| EXERCISE BRIEF |
For the material that follows, state the number of lines where "main" occurs, and add nothing.

##### MATERIAL FOR THIS TASK #####

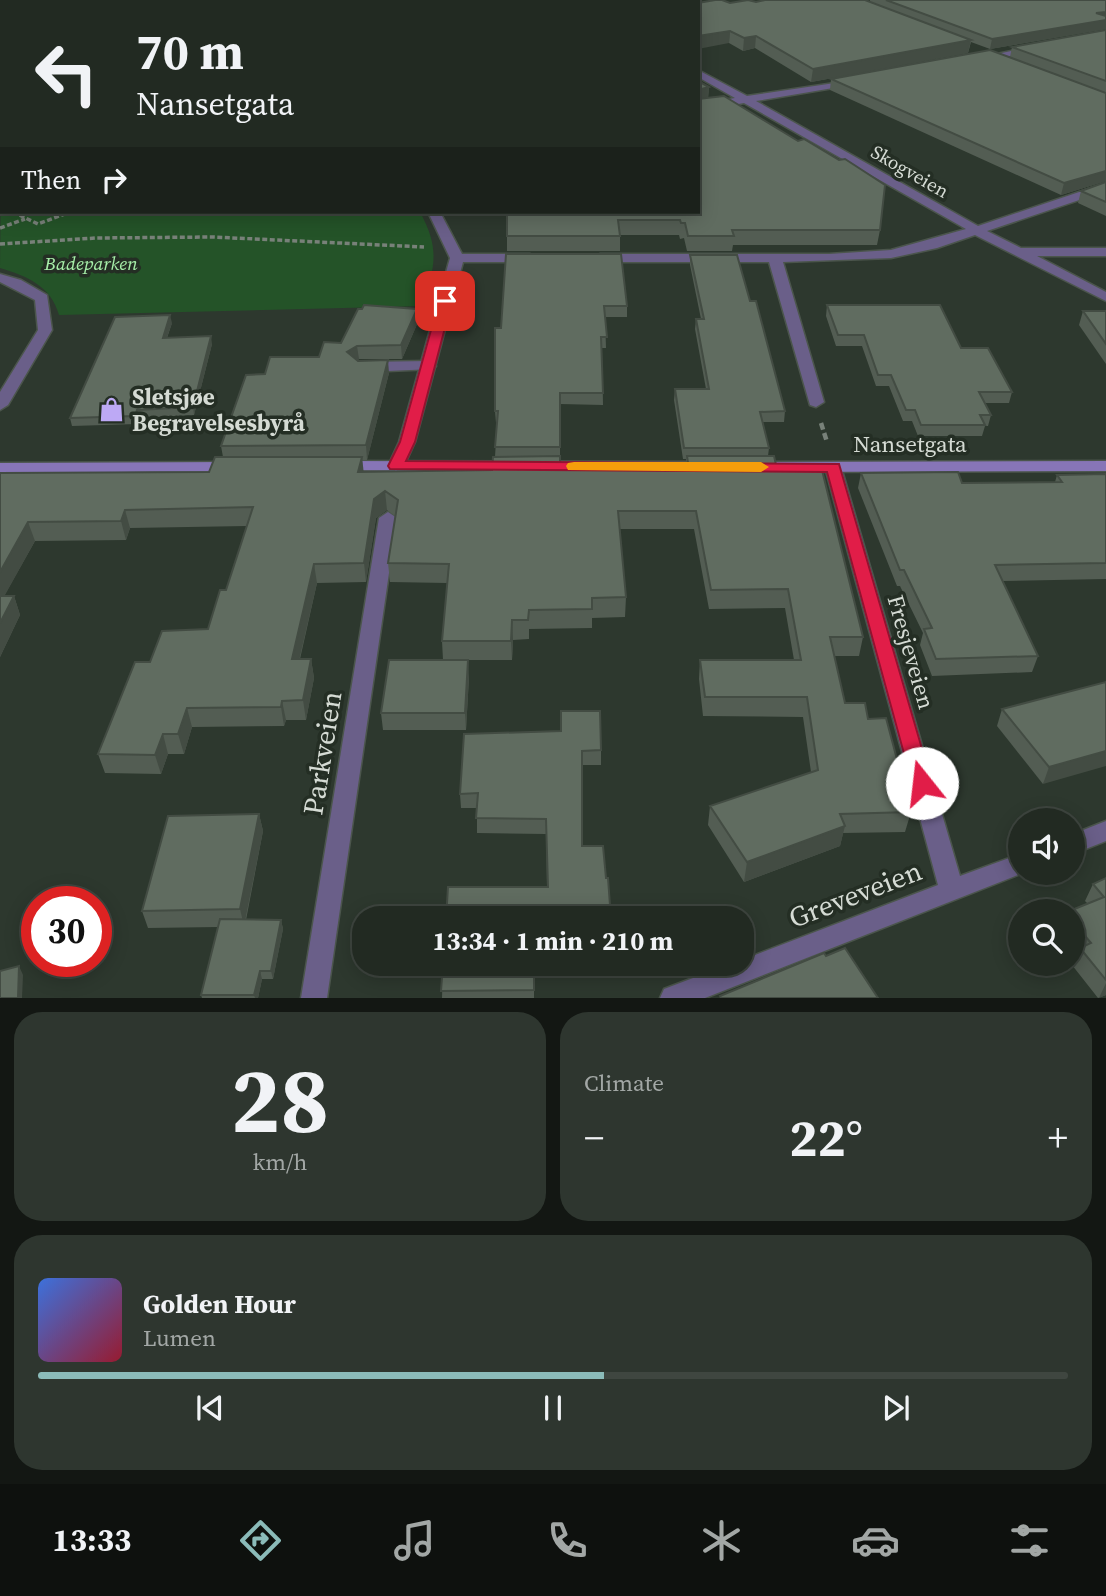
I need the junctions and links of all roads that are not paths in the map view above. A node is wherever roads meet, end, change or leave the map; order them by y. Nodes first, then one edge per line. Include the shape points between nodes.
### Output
1 (1043, 47) edge
2 (969, 48) edge
3 (992, 57) junction
4 (965, 62) edge
5 (1012, 64) edge
6 (700, 74) edge
7 (856, 81) edge
8 (747, 100) junction
9 (700, 108) edge
10 (1106, 187) edge
11 (435, 214) edge
12 (978, 231) junction
13 (1018, 252) junction
14 (1106, 252) edge
15 (455, 254) junction
16 (540, 258) edge
17 (582, 258) edge
18 (775, 258) junction
19 (0, 278) edge
20 (1106, 297) edge
21 (428, 366) junction
22 (359, 367) edge
23 (816, 402) road end
24 (0, 405) edge
25 (327, 466) edge
26 (396, 466) junction
27 (1106, 466) edge
28 (257, 467) edge
29 (833, 467) junction
30 (0, 468) edge
31 (388, 518) edge
32 (1106, 831) edge
33 (1085, 839) edge
34 (1008, 869) edge
35 (952, 890) junction
36 (314, 998) edge
37 (673, 998) edge

1 - 3 street
2 - 3 street
3 - 4 street
3 - 5 street
6 - 8 street, Skogveien
7 - 8 street
8 - 9 street
8 - 12 street, Skogveien
10 - 12 street
11 - 15 street
12 - 13 street, Skogveien
12 - 18 street via 891,254
13 - 14 street
13 - 20 street, Skogveien
15 - 16 street
15 - 21 street
17 - 18 street
18 - 23 street
19 - 24 street via 42,298 45,330
21 - 22 street
21 - 26 street
25 - 26 main road, Nansetgata
26 - 29 main road, Nansetgata
27 - 29 main road, Nansetgata
28 - 30 main road
29 - 35 street, Fresjeveien
31 - 36 street, Parkveien
32 - 33 street
34 - 35 street, Greveveien
35 - 37 street, Greveveien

#####

| TASK SOLUTION |
4